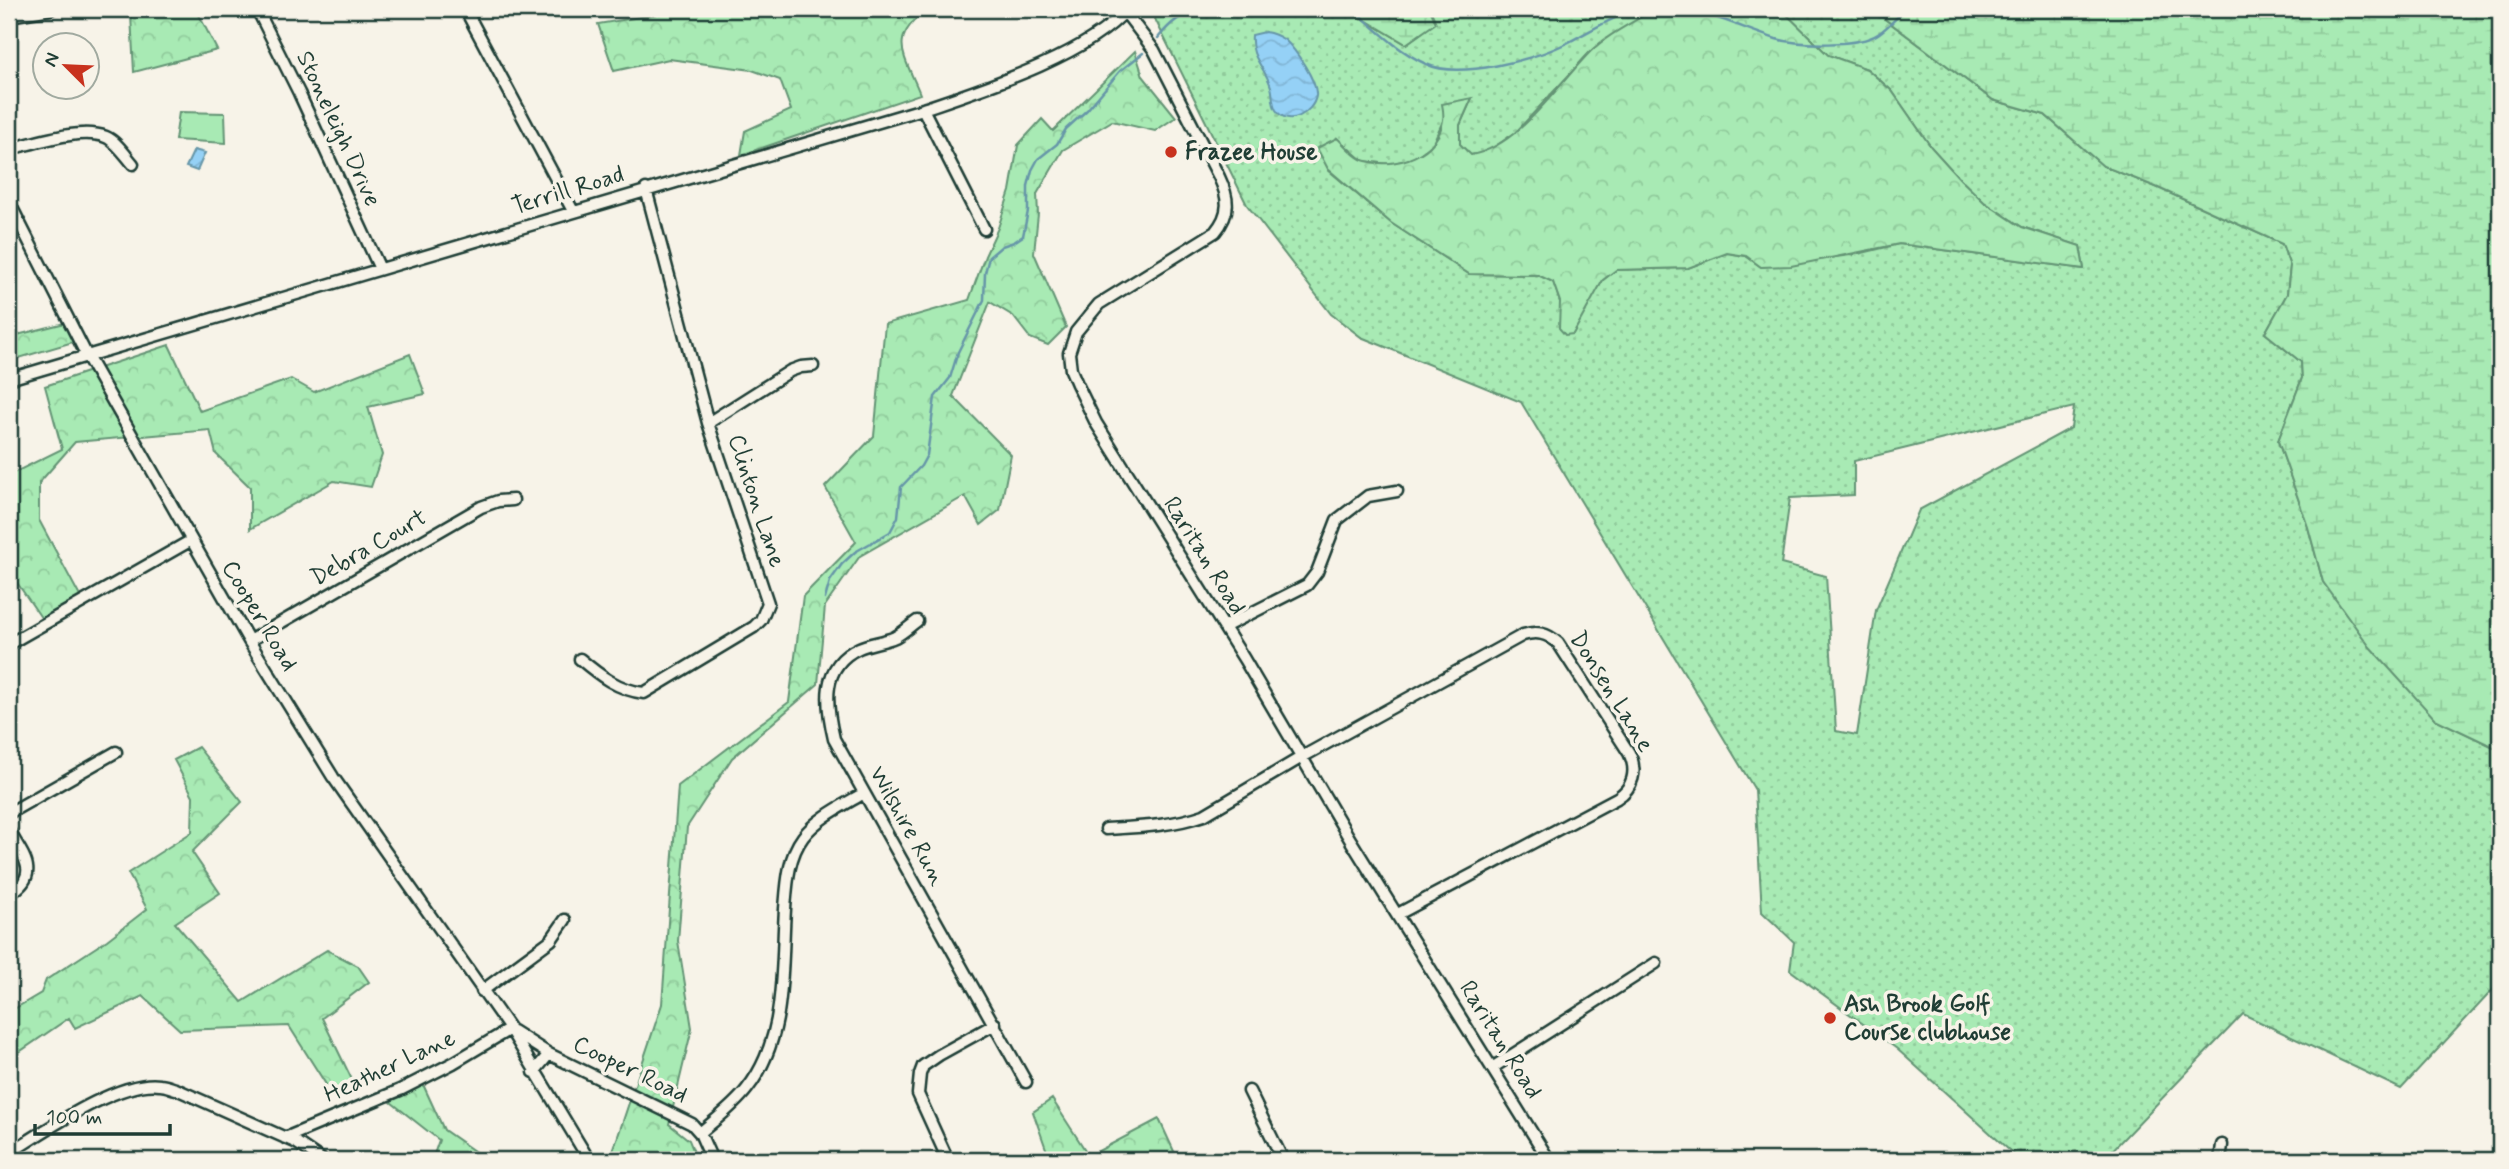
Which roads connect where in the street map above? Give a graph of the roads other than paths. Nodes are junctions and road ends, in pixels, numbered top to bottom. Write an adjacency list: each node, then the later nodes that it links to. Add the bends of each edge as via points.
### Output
1 (51, 9): 5 (street)
2 (257, 9): 13 (street, Stoneleigh Drive)
3 (465, 9): 11 (street)
4 (1126, 10): 6 (street, Terrill Road, via 1089,41 1064,54); 22 (street, Raritan Road, via 1154,50 1224,187 1227,212 1215,232 1098,304 1076,332 1069,360 1097,423)
5 (9, 16)
6 (923, 109): 9 (street, Terrill Road); 12 (street)
7 (9, 149): 8 (street, via 93,134 108,138)
8 (133, 164)
9 (646, 190): 11 (street, Terrill Road); 17 (street, Clinton Lane)
10 (9, 202): 14 (street, Cooper Road)
11 (573, 211): 13 (street, Terrill Road)
12 (984, 229)
13 (380, 269): 14 (street, Terrill Road)
14 (87, 356): 16 (street, Terrill Road); 20 (street, Cooper Road)
15 (813, 366): 17 (street, via 790,371)
16 (9, 379)
17 (708, 423): 25 (street, Clinton Lane, via 768,603 766,612 754,627 644,693 610,682)
18 (1396, 491): 22 (street, via 1368,496 1337,520 1317,572 1307,585)
19 (513, 500): 23 (street, Debra Court, via 481,507)
20 (190, 541): 23 (street, Cooper Road); 24 (street)
21 (918, 621): 28 (street, Wilshire Run, via 896,636 848,654 833,671 827,706 834,739)
22 (1224, 627): 27 (street, Raritan Road)
23 (248, 641): 36 (street, Cooper Road, via 332,776)
24 (9, 644)
25 (580, 659)
26 (116, 752): 29 (street)
27 (1302, 757): 30 (street, via 1204,815 1158,826); 33 (street, Raritan Road); 33 (street, Donsen Lane, via 1531,632 1546,634 1558,643 1629,753 1634,775 1622,795)
28 (864, 793): 37 (street, Wilshire Run); 44 (street, via 815,825 798,844 787,885 779,1014 768,1055 736,1103)
29 (9, 813)
30 (1106, 829)
31 (9, 831): 32 (street, via 28,864 27,876)
32 (9, 894)
33 (1398, 914): 40 (street, Raritan Road)
34 (565, 919): 36 (street, via 551,940)
35 (1656, 962): 40 (street)
36 (482, 991): 38 (street, Cooper Road)
37 (995, 1024): 42 (street, Wilshire Run); 51 (street, via 939,1055 923,1066 920,1074 918,1094)
38 (510, 1029): 39 (street, Cooper Road); 41 (street, Cooper Road); 45 (street, Heather Lane, via 400,1090)
39 (549, 1054): 41 (street, Cooper Road); 44 (street, Cooper Road, via 684,1119)
40 (1492, 1068): 53 (street, Raritan Road)
41 (534, 1072): 49 (street, Cooper Road)
42 (1026, 1082)
43 (1249, 1091): 52 (street)
44 (700, 1133): 50 (street, Cooper Road)
45 (285, 1138): 47 (street, via 160,1084 138,1086 100,1100); 48 (street)
46 (2222, 1145): 54 (street)
47 (9, 1153)
48 (322, 1160)
49 (589, 1160)
50 (712, 1160)
51 (948, 1160)
52 (1283, 1160)
53 (1549, 1160)
54 (2220, 1160)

++++++++++++++++++++

◆ **WHAT IS REQUIRED**
Now copy each line of the entries that mentions "Wilshire".

◆ **RESPONSE FOR THIS EXERCISE**
21 (918, 621): 28 (street, Wilshire Run, via 896,636 848,654 833,671 827,706 834,739)
28 (864, 793): 37 (street, Wilshire Run); 44 (street, via 815,825 798,844 787,885 779,1014 768,1055 736,1103)
37 (995, 1024): 42 (street, Wilshire Run); 51 (street, via 939,1055 923,1066 920,1074 918,1094)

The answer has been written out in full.